American tennis layer

George Russell MacCall (May 7, 1918 – December 24, 2008) was an American tennis player, tennis promoter and a former US Davis Cup captain. He is the founder of the MacCall Youth Tennis Foundation and a three-time Wimbledon finalist.

== Early life and education ==
MacCall was born and raised in Kearny, New Jersey. He started playing tennis at the age of 10.

In 1935, he attended Scarborough Prep School in New York. He transferred to Bucknell University in 1937, after graduating from the University of Virginia, in 1936. MacCall took additional courses at Upsala College, UCLA, and UNLV.

== Career ==
George MacCall was the captain of the U.S. Davis Cup from 1965 to 1967. Later, he promoted tennis by organizing celebrity tennis events featuring Bill Cosby and Charlton Heston and organized tennis matches between Pancho Gonzales and Rod Laver in New York and Los Angeles. He also organized the National Tennis League with reputed tennis players Laver, Gonzalez, Ken Rosewall, Roy Emerson, Fred Stolle, Rosie Casals, and Billie Jean King to name a few. He sold the league to Lamar Hunt in 1970.

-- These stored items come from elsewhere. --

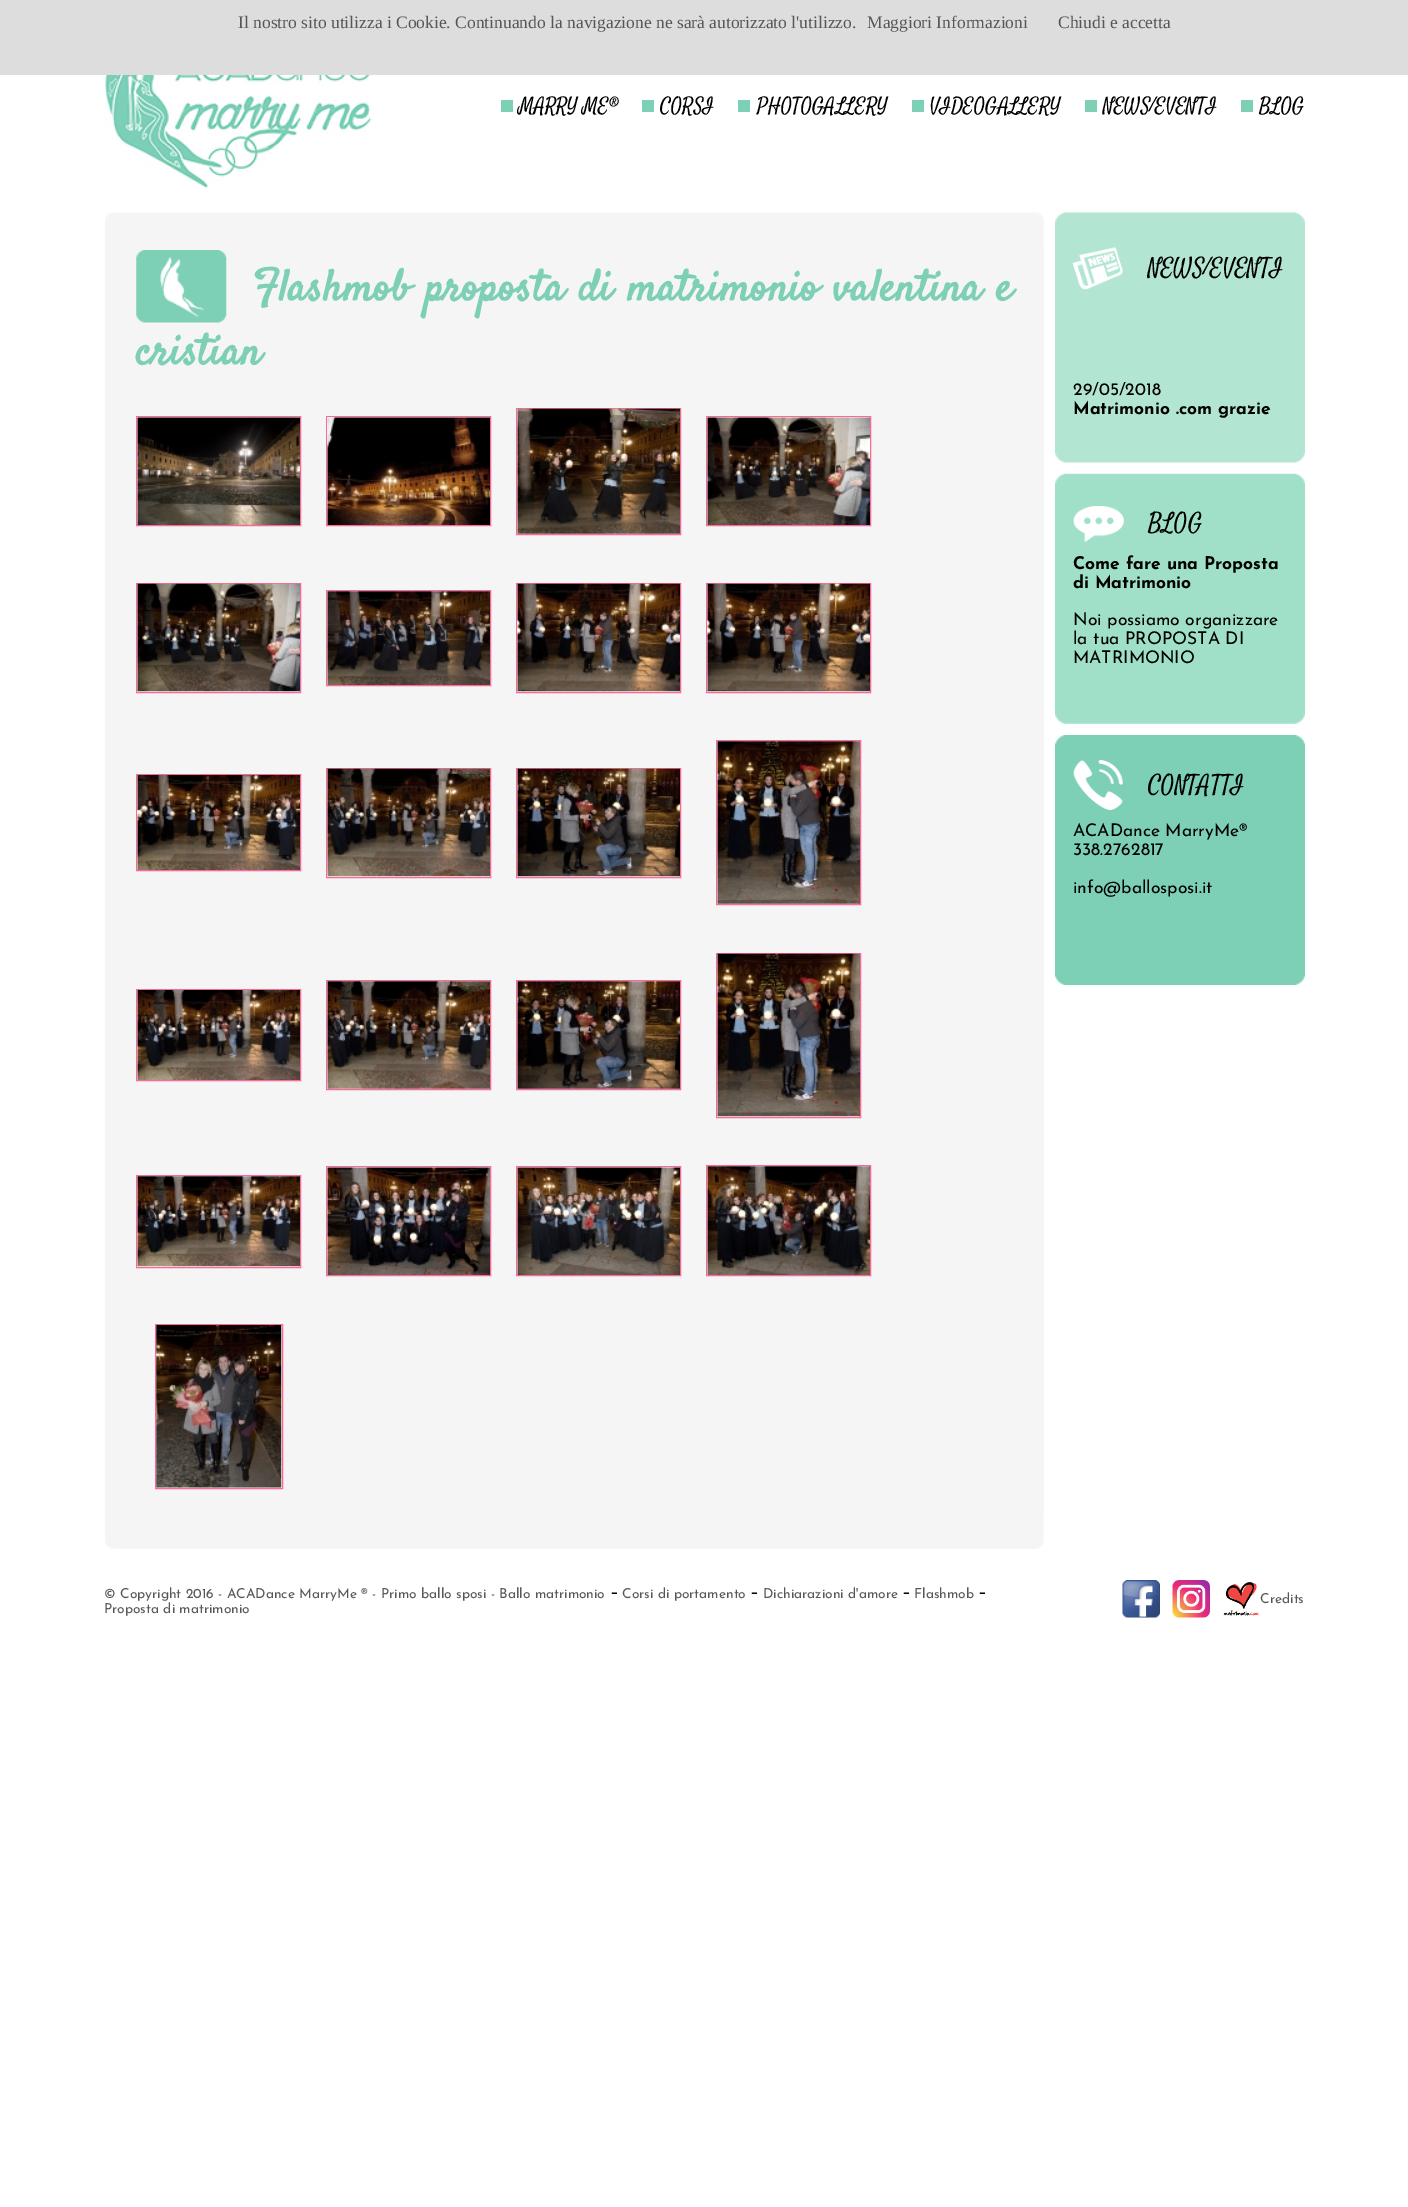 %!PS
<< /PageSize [1408 2207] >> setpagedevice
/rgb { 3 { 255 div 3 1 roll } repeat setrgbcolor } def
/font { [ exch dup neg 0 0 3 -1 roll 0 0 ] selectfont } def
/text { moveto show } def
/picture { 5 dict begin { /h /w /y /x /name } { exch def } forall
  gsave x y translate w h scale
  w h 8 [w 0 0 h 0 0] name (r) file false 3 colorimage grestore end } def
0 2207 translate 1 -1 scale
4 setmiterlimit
255 255 255 rgb
0 0 1408 2207 rectfill
221 221 221 rgb
0 0 1408 75 rectfill
(img_01.rgb) 105 75 267 113 picture
125 207 182 rgb
501 100 12 12 rectfill
642 100 12 12 rectfill
738 100 12 12 rectfill
912 100 12 12 rectfill
1085 100 12 12 rectfill
1241 100 12 12 rectfill
(img_02.rgb) 105 212 939 38 picture
245 245 245 rgb
105 250 939 1261 rectfill
(img_03.rgb) 136 250 91 73 picture
255 102 153 rgb
136.5 416.5 164 109 rectstroke
(img_04.rgb) 137 417 163 108 picture
326.5 416.5 164 109 rectstroke
(img_05.rgb) 327 417 163 108 picture
516.5 408.5 164 126 rectstroke
(img_06.rgb) 517 408 163 126 picture
706.5 416.5 164 109 rectstroke
(img_07.rgb) 707 417 163 108 picture
136.5 583.5 164 109 rectstroke
(img_08.rgb) 137 583 163 109 picture
326.5 590.5 164 95 rectstroke
(img_09.rgb) 327 591 163 94 picture
516.5 583.5 164 109 rectstroke
(img_10.rgb) 517 583 163 109 picture
706.5 583.5 164 109 rectstroke
(img_10.rgb) 707 583 163 109 picture
136.5 774.5 164 96 rectstroke
(img_11.rgb) 137 775 163 95 picture
326.5 768.5 164 109 rectstroke
(img_12.rgb) 327 768 163 109 picture
516.5 768.5 164 109 rectstroke
(img_13.rgb) 517 768 163 109 picture
716.5 740.5 144 164 rectstroke
(img_14.rgb) 717 741 143 163 picture
136.5 989.5 164 91 rectstroke
(img_15.rgb) 137 990 163 90 picture
326.5 980.5 164 109 rectstroke
(img_16.rgb) 327 981 163 108 picture
516.5 980.5 164 109 rectstroke
(img_17.rgb) 517 981 163 108 picture
716.5 953.5 144 164 rectstroke
(img_18.rgb) 717 953 143 164 picture
136.5 1175.5 164 92 rectstroke
(img_19.rgb) 137 1176 163 91 picture
326.5 1166.5 164 109 rectstroke
(img_20.rgb) 327 1167 163 108 picture
516.5 1166.5 164 109 rectstroke
(img_21.rgb) 517 1167 163 108 picture
706.5 1165.5 164 110 rectstroke
(img_22.rgb) 707 1166 163 109 picture
155.5 1324.5 127 164 rectstroke
(img_23.rgb) 156 1325 126 163 picture
(img_24.rgb) 105 1511 939 38 picture
(img_25.rgb) 1055 212 250 251 picture
(img_26.rgb) 1072 247 51 43 picture
(img_27.rgb) 1055 473 250 251 picture
(img_28.rgb) 1073 506 51 37 picture
(img_29.rgb) 1055 735 250 250 picture
(img_30.rgb) 1073 760 50 50 picture
(img_31.rgb) 1122 1580 38 38 picture
(img_32.rgb) 1172 1580 38 38 picture
(img_33.rgb) 1223 1582 36 34 picture
/LiberationSerif-Regular 17.5 font
87 87 86 rgb
(Il nostro sito utilizza i Cookie. Continuando la navigazione ne sarà autorizzato l'utilizzo.) 238 28 text
(Maggiori Informazioni) 867 28 text
(Chiudi e accetta) 1058 28 text
/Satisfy-Regular 20 font
0 0 0 rgb
(MARRY ME®) 519 111 text
(CORSI) 660 111 text
(PHOTOGALLERY) 757 111 text
(VIDEOGALLERY) 930 111 text
(NEWS/EVENTI) 1103 111 text
(BLOG) 1259 111 text
/Satisfy-Bold 43.75 font
125 207 182 rgb
253 300 moveto 2.5 0 32 (Flashmob proposta di matrimonio valentina e) widthshow
(cristian) 136 364 text
/Satisfy-Regular 23.75 font
0 0 0 rgb
(NEWS/EVENTI) 1148 274 text
/JosefinSans-Regular 17.5 font
(29/05/2018) 1073 395 text
/JosefinSans-Bold 17.5 font
(Matrimonio .com grazie) 1073 414 text
/Satisfy-Regular 23.75 font
(BLOG) 1148 529 text
/JosefinSans-Bold 17.5 font
(Come fare una Proposta) 1073 569 text
(di Matrimonio) 1073 588 text
/JosefinSans-Regular 17.5 font
(Noi possiamo organizzare) 1073 625 text
(la tua PROPOSTA DI) 1073 644 text
(MATRIMONIO) 1073 663 text
/Satisfy-Regular 23.75 font
(CONTATTI) 1148 791 text
/JosefinSans-Regular 17.5 font
(ACADance MarryMe®) 1073 836 text
(338.2762817) 1073 855 text
(info@ballosposi.it) 1073 893 text
/JosefinSans-Regular 13.75 font
87 87 86 rgb
(© Copyright 2016 - ACADance MarryMe ® - Primo ballo sposi - Ballo matrimonio) 104 1598 text
/LiberationSerif-Regular 20 font
0 0 0 rgb
(-) 611 1598 text
/JosefinSans-Regular 13.75 font
87 87 86 rgb
(Corsi di portamento) 622 1598 text
/LiberationSerif-Regular 20 font
0 0 0 rgb
(-) 751 1598 text
/JosefinSans-Regular 13.75 font
87 87 86 rgb
(Dichiarazioni d'amore) 763 1598 text
/LiberationSerif-Regular 20 font
0 0 0 rgb
(-) 903 1598 text
/JosefinSans-Regular 13.75 font
87 87 86 rgb
(Flashmob) 914 1598 text
/LiberationSerif-Regular 20 font
0 0 0 rgb
(-) 979 1598 text
/JosefinSans-Regular 13.75 font
87 87 86 rgb
(Proposta di matrimonio) 104 1613 text
(Credits) 1260 1603 text
showpage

MacCall served as a tennis consultant and later as a sports director at the Sands. In 1992, he was hired by UNLV to construct the Frack and Vicki Fertitta Tennis Complex. He was also the co-chair of the search committee designated to find UNLV's first tennis coach.

MacCall served as the first commissioner of World TeamTennis, featuring the likes of Arthur Ashe, Marty Riessen, and Dennis Ralston.

== Recognition ==
George MacCall won the 1959 USTA National Public Parks Open Men's Doubles Championship, the 1960-62 USTA Hard Court Men's 35 and Over Doubles Championship and the 1964 USTA Men's Hard Court 45 and Over Doubles Championship. He was a three-time Wimbledon finalist in the 45 and Over Doubles competition.

He was the 2006 inductee- Southern Nevada Sports Hall of Fame.

== Philanthropy ==
MacCall founded the MacCall Youth Tennis Foundation in 1988. The foundation provides tennis opportunities for children of all income level, arranging professional instructors and equipment for them.6 MacCall has provided free tennis lessons to above 20,000 children in Las Vegas, through the foundation.

== Personal life ==
MacCall was married to Mary Withington and has two daughters, Robin and Polly. His wife died in 2006.